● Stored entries
+++
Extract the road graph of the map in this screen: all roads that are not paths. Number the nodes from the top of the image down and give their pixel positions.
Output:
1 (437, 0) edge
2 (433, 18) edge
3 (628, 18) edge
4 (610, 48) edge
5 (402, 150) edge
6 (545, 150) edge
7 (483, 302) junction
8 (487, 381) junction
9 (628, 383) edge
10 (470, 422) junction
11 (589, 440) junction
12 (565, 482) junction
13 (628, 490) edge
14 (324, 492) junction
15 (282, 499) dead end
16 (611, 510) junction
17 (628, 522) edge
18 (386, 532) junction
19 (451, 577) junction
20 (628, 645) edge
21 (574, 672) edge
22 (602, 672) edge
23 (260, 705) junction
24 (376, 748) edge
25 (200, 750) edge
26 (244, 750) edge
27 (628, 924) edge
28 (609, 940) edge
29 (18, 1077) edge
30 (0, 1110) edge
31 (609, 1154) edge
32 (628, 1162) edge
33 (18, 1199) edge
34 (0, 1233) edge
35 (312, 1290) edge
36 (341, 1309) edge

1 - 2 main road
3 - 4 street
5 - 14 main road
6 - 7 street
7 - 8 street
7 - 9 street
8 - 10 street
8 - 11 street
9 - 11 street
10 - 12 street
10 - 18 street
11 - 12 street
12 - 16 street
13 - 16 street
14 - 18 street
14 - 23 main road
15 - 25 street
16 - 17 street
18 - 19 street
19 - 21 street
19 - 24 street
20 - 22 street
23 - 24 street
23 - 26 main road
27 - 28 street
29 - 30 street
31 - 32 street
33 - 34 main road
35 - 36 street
+++
● EXERCISE DETAILS
Each line above that contains the word "road" should be copied.

● EXERCISE ANSWER
Extract the road graph of the map in this screen: all roads that are not paths. Number the nodes from the top of the image down and give their pixel positions.
1 - 2 main road
5 - 14 main road
14 - 23 main road
23 - 26 main road
33 - 34 main road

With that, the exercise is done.